*** Opening of Records provided ***

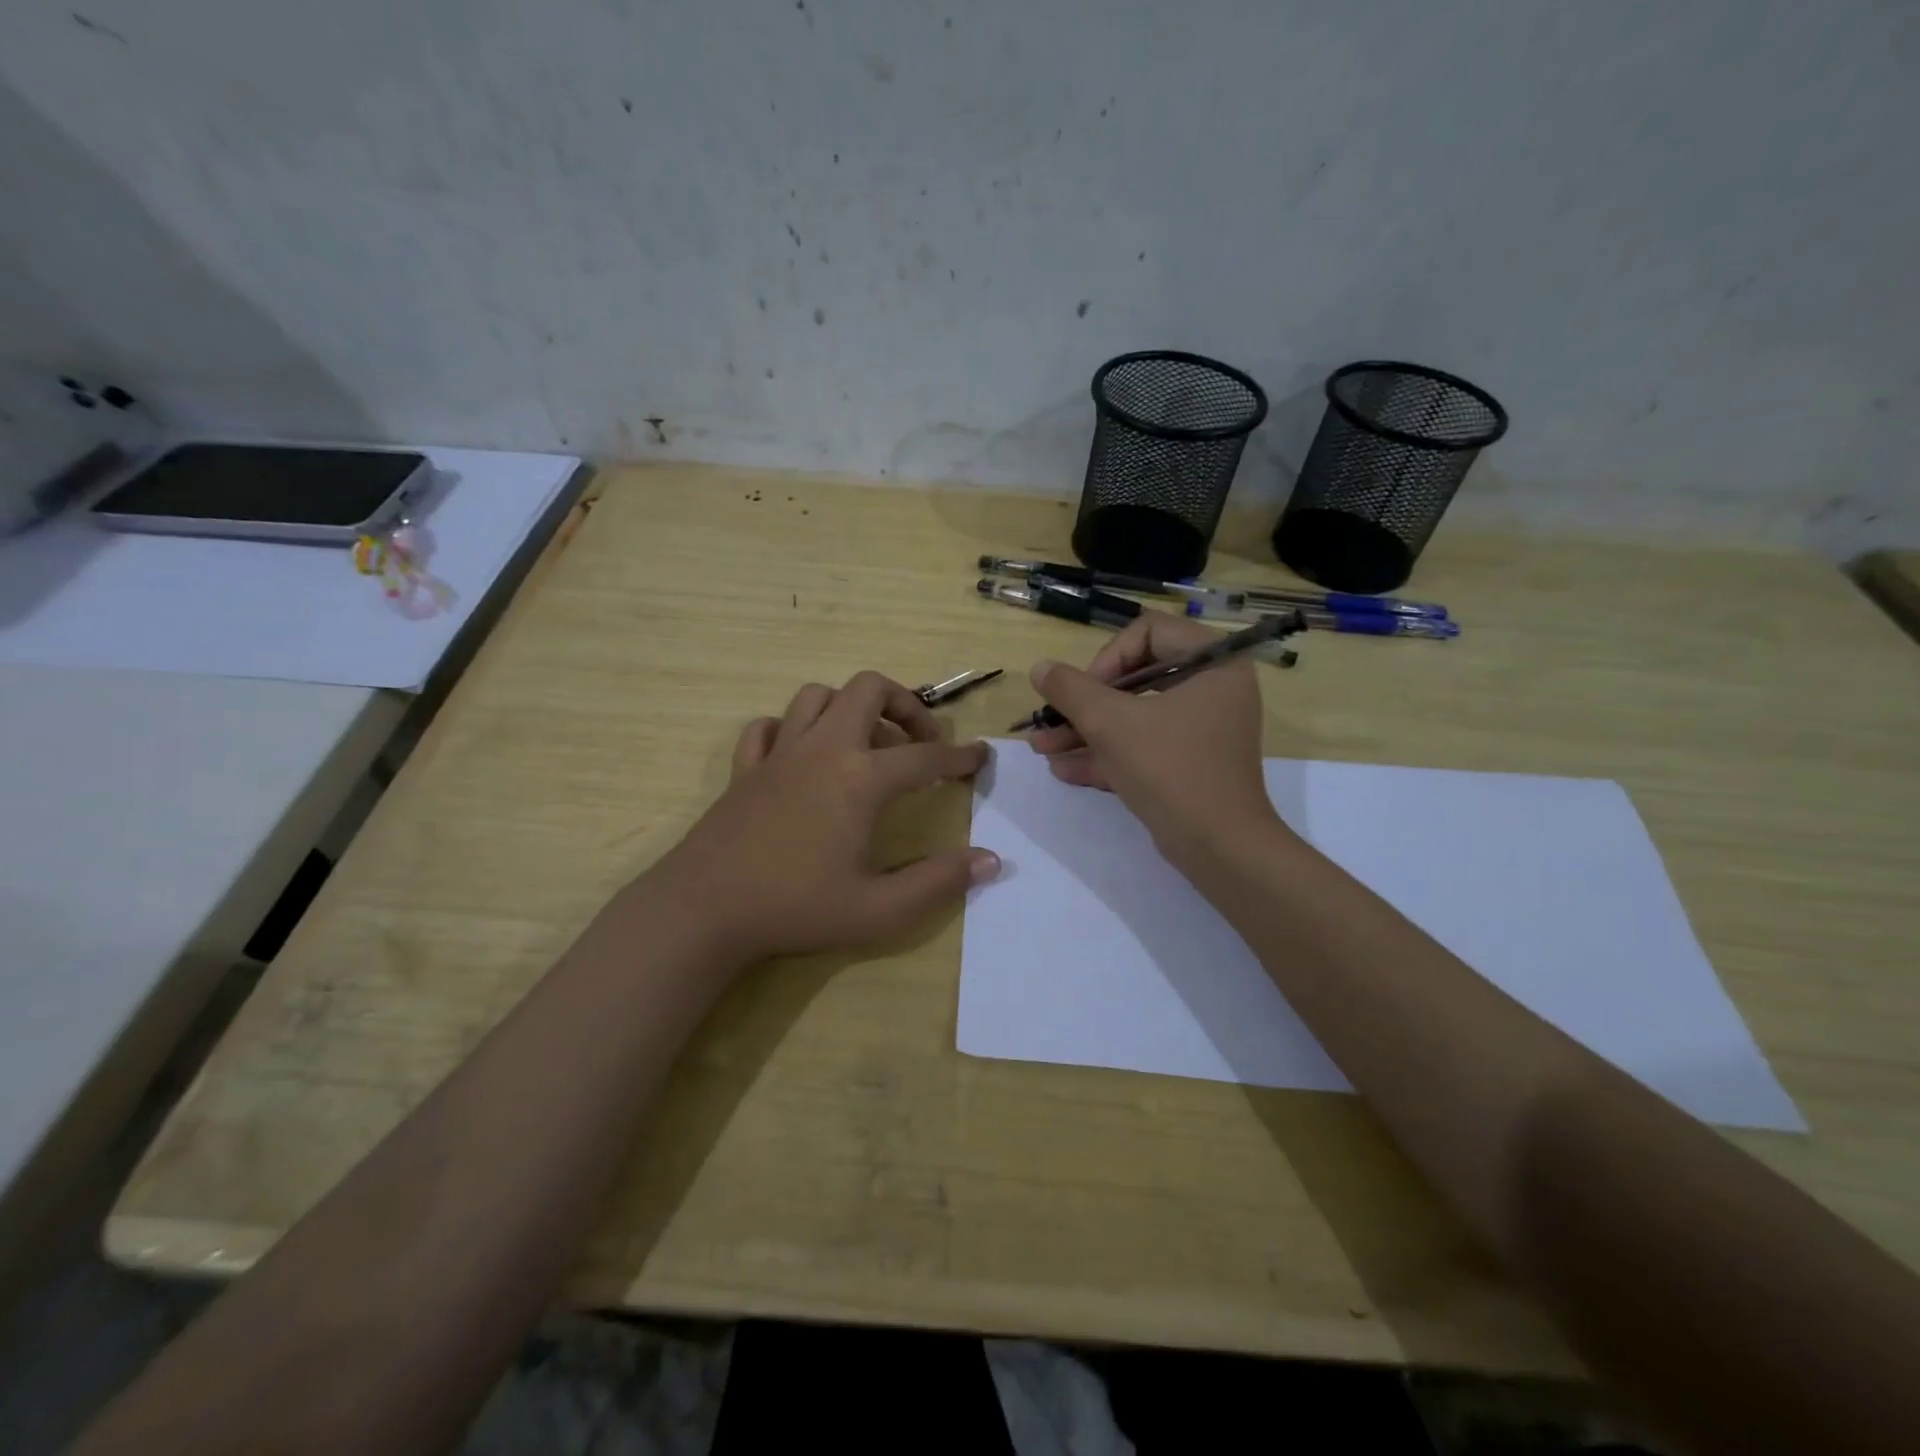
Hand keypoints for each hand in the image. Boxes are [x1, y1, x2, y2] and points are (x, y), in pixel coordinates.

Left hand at [654, 671, 996, 960]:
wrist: (705, 910)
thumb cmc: (796, 908)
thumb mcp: (879, 909)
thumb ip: (938, 882)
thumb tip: (989, 860)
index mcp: (860, 779)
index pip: (924, 757)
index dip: (959, 757)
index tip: (979, 757)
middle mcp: (823, 749)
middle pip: (869, 689)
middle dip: (905, 704)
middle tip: (921, 741)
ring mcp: (779, 753)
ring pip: (817, 697)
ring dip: (850, 709)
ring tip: (866, 744)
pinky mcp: (745, 767)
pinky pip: (769, 726)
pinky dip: (791, 729)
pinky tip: (802, 757)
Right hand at [1027, 610, 1284, 861]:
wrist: (1219, 848)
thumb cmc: (1170, 769)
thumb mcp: (1111, 724)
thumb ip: (1071, 690)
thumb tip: (1040, 668)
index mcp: (1212, 663)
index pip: (1148, 632)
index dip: (1107, 658)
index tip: (1083, 692)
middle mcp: (1212, 689)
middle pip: (1135, 678)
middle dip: (1083, 704)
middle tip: (1049, 721)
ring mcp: (1201, 729)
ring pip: (1134, 717)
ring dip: (1085, 732)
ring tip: (1041, 748)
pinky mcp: (1189, 763)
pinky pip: (1143, 747)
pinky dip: (1107, 755)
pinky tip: (1063, 769)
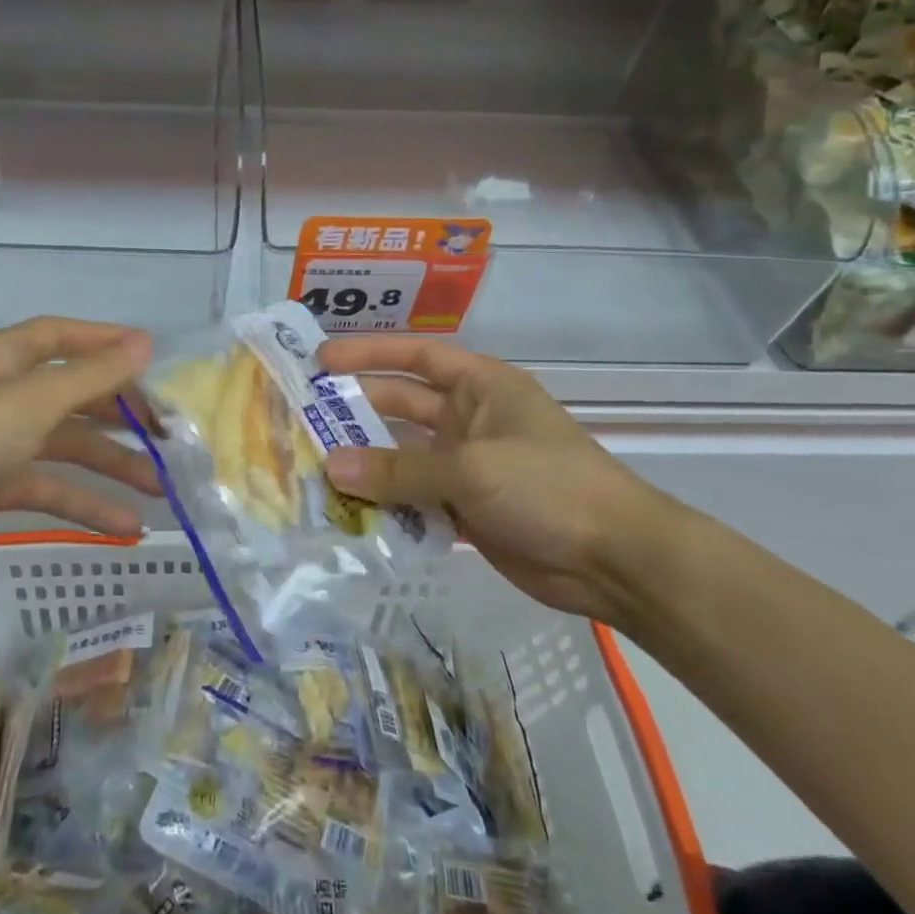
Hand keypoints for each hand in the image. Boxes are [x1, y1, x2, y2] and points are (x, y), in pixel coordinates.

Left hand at [0, 317, 158, 586]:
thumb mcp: (29, 404)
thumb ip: (90, 377)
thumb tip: (145, 342)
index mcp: (7, 360)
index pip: (66, 337)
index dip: (109, 343)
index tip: (156, 361)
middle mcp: (7, 393)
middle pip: (77, 395)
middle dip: (123, 414)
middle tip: (169, 436)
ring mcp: (2, 441)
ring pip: (70, 446)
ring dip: (113, 466)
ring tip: (161, 488)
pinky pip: (52, 487)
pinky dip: (85, 504)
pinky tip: (124, 528)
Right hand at [318, 336, 696, 622]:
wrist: (614, 560)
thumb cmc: (547, 487)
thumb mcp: (470, 469)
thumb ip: (398, 469)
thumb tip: (331, 467)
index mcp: (481, 386)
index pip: (416, 355)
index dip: (368, 353)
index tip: (320, 360)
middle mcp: (470, 418)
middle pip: (402, 405)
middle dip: (356, 411)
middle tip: (301, 418)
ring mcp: (468, 466)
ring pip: (403, 457)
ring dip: (366, 463)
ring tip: (312, 468)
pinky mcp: (466, 509)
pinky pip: (415, 499)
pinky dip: (386, 504)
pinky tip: (347, 512)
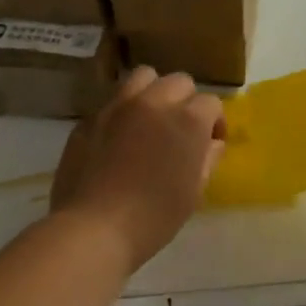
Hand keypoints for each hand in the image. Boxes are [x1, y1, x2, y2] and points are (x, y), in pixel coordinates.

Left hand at [49, 67, 223, 273]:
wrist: (94, 228)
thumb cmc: (154, 217)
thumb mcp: (194, 192)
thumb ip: (207, 160)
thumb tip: (212, 144)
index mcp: (188, 120)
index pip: (211, 103)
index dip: (215, 122)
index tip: (210, 143)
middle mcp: (155, 102)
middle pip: (179, 81)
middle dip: (186, 101)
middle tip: (180, 129)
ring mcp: (119, 105)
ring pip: (143, 77)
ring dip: (153, 92)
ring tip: (150, 118)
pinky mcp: (90, 118)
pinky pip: (113, 102)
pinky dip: (122, 112)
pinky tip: (118, 138)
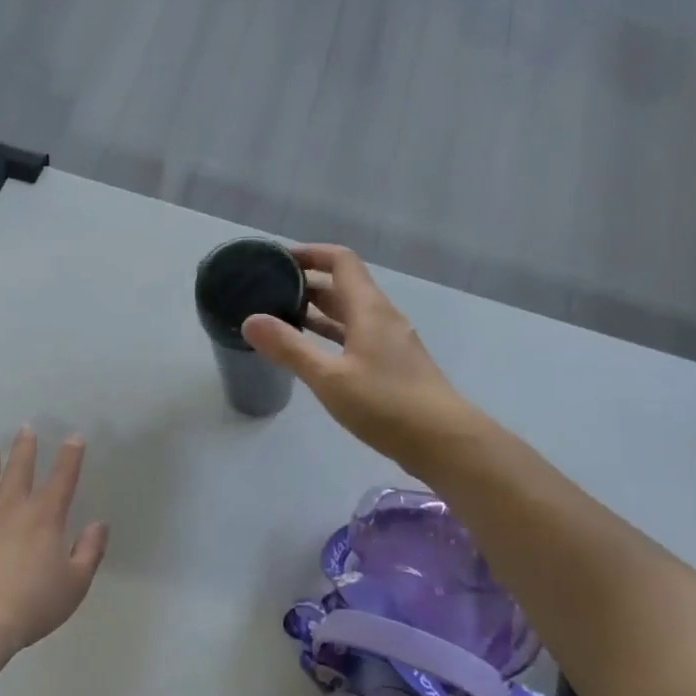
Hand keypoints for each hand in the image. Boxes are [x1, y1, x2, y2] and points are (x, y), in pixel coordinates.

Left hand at [0, 426, 109, 655]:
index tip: (74, 436)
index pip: (62, 478)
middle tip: (25, 428)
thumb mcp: (74, 585)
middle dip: (24, 448)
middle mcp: (10, 508)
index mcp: (44, 517)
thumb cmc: (30, 604)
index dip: (70, 456)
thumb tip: (100, 525)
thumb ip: (89, 552)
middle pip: (19, 470)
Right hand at [242, 244, 472, 476]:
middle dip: (307, 283)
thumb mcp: (329, 377)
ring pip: (349, 313)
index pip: (341, 261)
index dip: (310, 253)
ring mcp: (390, 342)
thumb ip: (289, 348)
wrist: (445, 442)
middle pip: (343, 286)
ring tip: (281, 317)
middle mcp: (382, 317)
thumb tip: (251, 320)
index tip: (278, 259)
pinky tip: (312, 352)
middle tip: (268, 290)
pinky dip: (331, 334)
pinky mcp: (393, 365)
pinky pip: (356, 336)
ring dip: (318, 310)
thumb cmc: (386, 404)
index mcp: (369, 309)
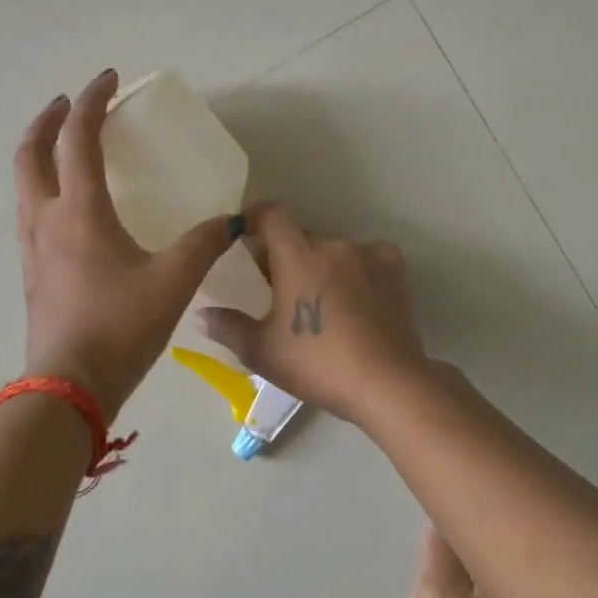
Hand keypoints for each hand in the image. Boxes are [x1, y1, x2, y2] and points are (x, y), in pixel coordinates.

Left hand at [13, 70, 238, 420]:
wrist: (69, 388)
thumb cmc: (120, 327)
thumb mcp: (174, 282)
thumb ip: (204, 244)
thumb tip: (232, 221)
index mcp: (80, 212)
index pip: (78, 138)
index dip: (92, 102)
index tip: (108, 79)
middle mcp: (47, 219)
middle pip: (31, 153)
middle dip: (49, 120)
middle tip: (71, 104)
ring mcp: (32, 246)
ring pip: (23, 182)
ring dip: (39, 152)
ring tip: (65, 145)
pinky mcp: (31, 271)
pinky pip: (29, 211)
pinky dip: (42, 187)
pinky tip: (67, 206)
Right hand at [197, 204, 429, 425]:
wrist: (386, 383)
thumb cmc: (317, 364)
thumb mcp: (262, 352)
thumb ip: (228, 327)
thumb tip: (202, 314)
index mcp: (298, 255)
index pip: (272, 214)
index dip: (255, 219)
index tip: (244, 236)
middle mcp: (334, 244)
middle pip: (302, 237)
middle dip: (286, 255)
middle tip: (279, 289)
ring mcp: (369, 254)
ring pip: (334, 250)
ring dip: (322, 265)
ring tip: (321, 302)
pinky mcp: (395, 270)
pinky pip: (367, 259)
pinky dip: (356, 272)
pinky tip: (356, 301)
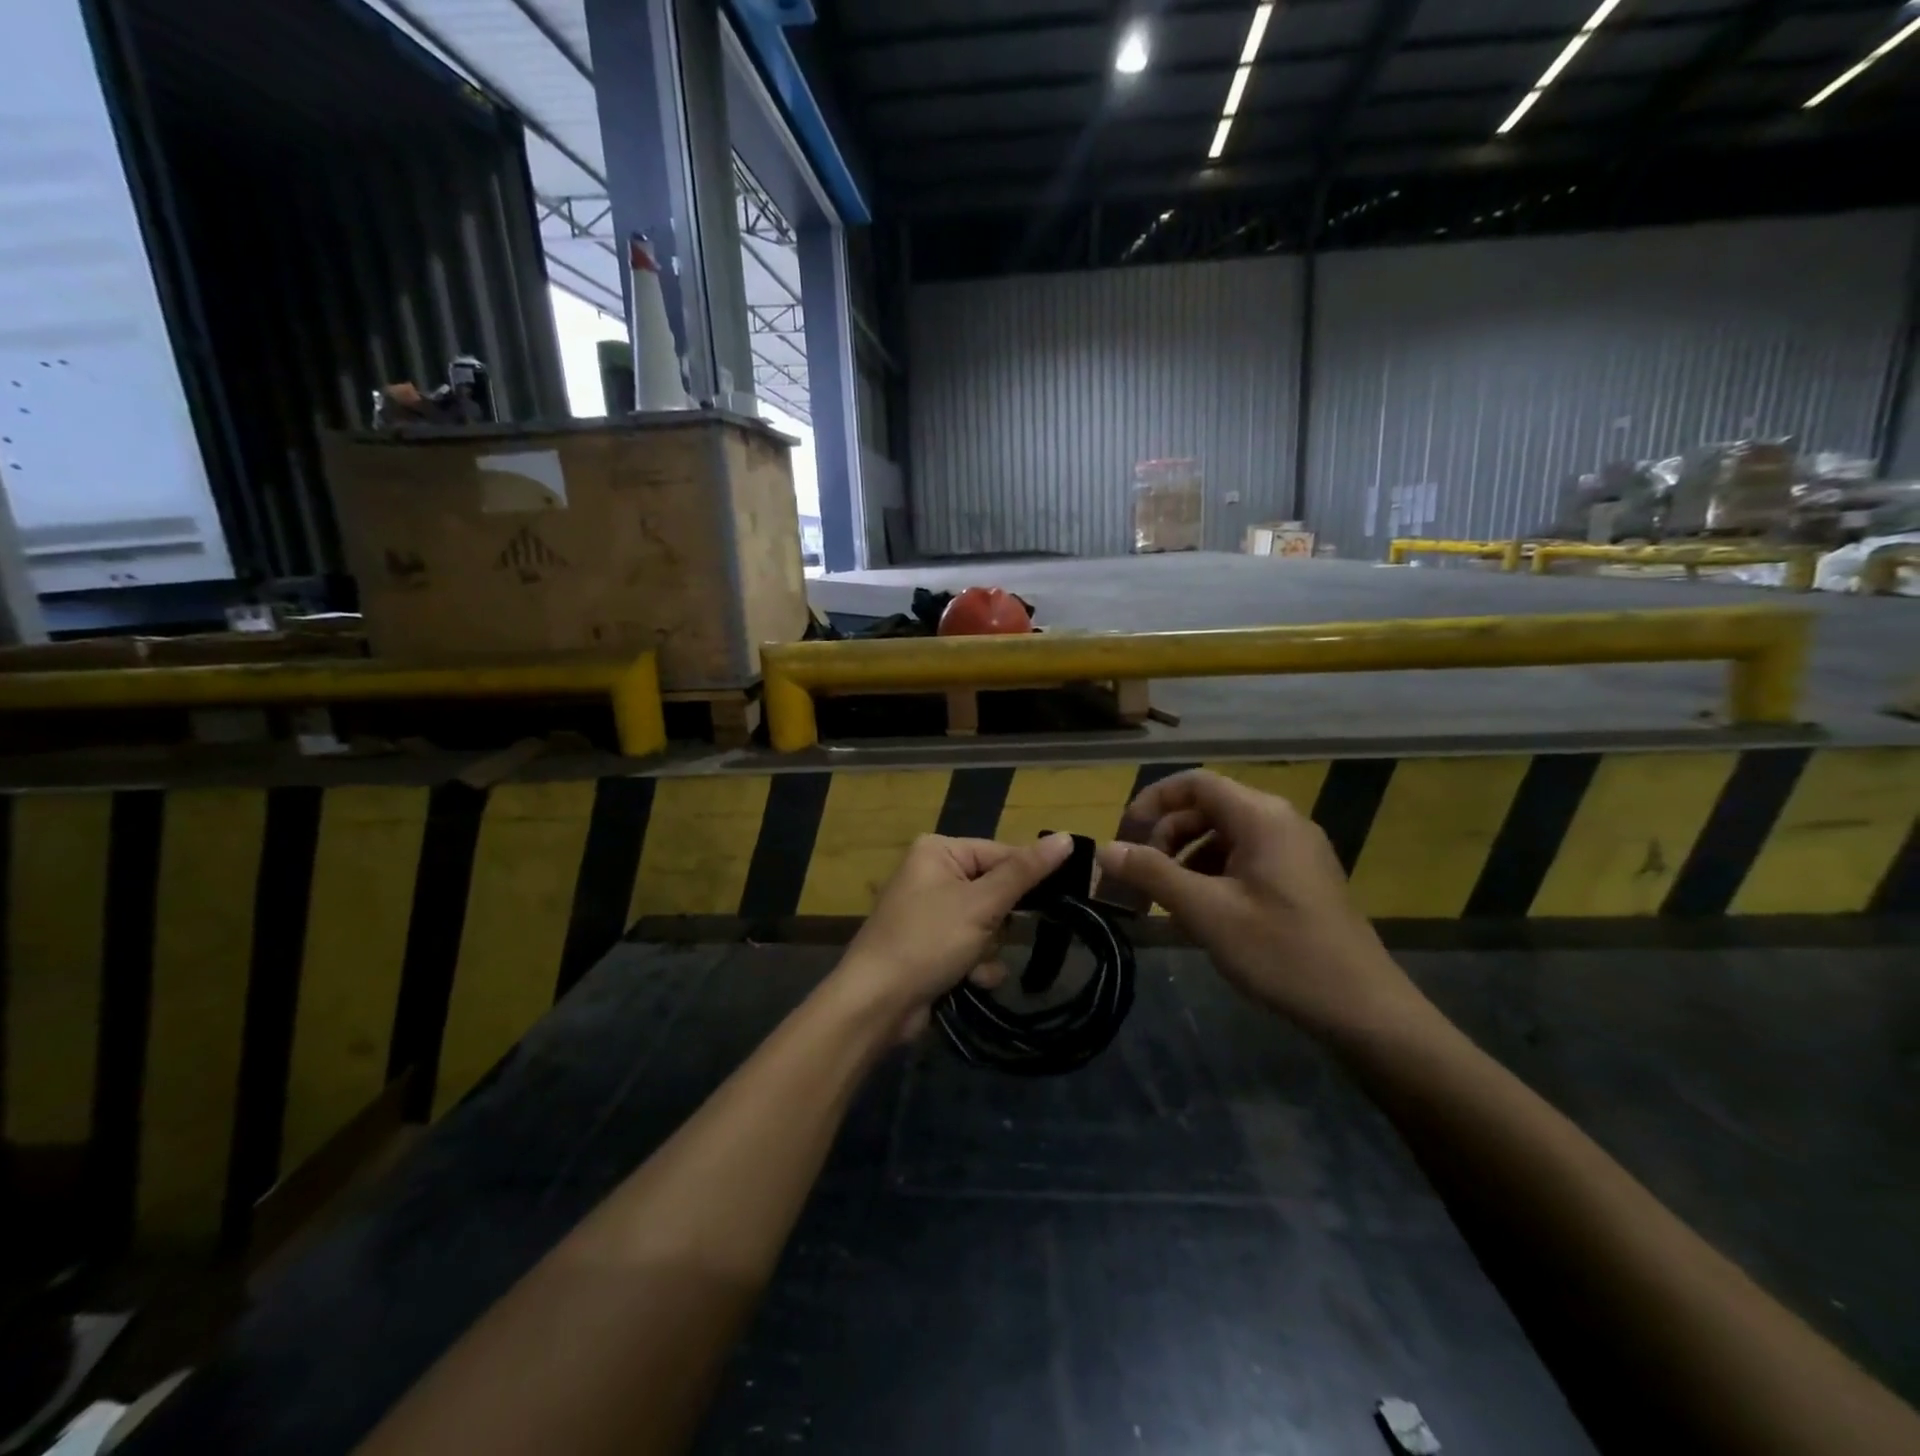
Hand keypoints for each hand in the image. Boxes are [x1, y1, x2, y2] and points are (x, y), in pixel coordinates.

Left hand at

*** Close of Records provided ***

Set down again, word for word, every line from the one with "middle dip: (123, 414)" to the one with "thumb tip: (100, 525)" in the entries above, and omit the pictures.

middle dip: (123, 414)
middle tip: (169, 436)
ring mcp: (2, 441)
ring pip: (70, 446)
ring dip: (113, 466)
ring tip: (161, 488)
pinky pip: (52, 487)
pinky dip: (85, 504)
pinky tip: (124, 528)
Right hand at [318, 336, 696, 622]:
wrist: (614, 560)
thumb cmc: (547, 487)
thumb mcp: (470, 469)
thumb ip: (398, 469)
thumb tip: (331, 467)
index mcp: (481, 386)
index pip: (416, 355)
index dip: (368, 353)
index tip: (320, 360)
middle mcp: (470, 418)
middle pip: (402, 405)
middle dip: (356, 411)
middle tip: (301, 418)
ring mcp: (468, 466)
ring pip: (403, 457)
ring dip: (366, 463)
ring tip: (312, 468)
pinky mcp: (466, 509)
pinky pip: (415, 499)
pinky dip: (386, 504)
pinky tip: (347, 512)
Hand keypoints for each hand in the image. Boxes are [x1, y1, x2, y2] and points are (x, y), in pixel coordinates.

Left hand at [49, 67, 223, 273]:
wrist: (94, 228)
thumb cmc: (154, 217)
thumb mcp: (194, 192)
thumb ip: (207, 160)
thumb tip: (212, 144)
index mcp: (188, 120)
index pip: (211, 103)
index dip: (215, 122)
index tip: (210, 143)
middle mcp: (155, 102)
middle pip: (179, 81)
middle dip: (186, 101)
middle tip: (180, 129)
ring mcp: (119, 105)
ring pip: (143, 77)
ring dip: (153, 92)
ring tip: (150, 118)
pinky mcp: (90, 118)
pinky pip: (113, 102)
pinky dip: (122, 112)
pinky tip: (118, 138)
Hand keypoints for each hand in the image. Boxes are [x1, y1, x2, y2] and points are (x, y), in pixel coordinates.

Left hand at [0, 426, 109, 655]:
index tip: (74, 436)
index pip: (62, 478)
middle tip: (25, 428)
thumb mcp: (74, 585)
middle dip: (24, 448)
middle mcp: (10, 508)
index mcp: (44, 517)
thumb cmc: (30, 604)
index dip: (70, 456)
thumb tip: (100, 525)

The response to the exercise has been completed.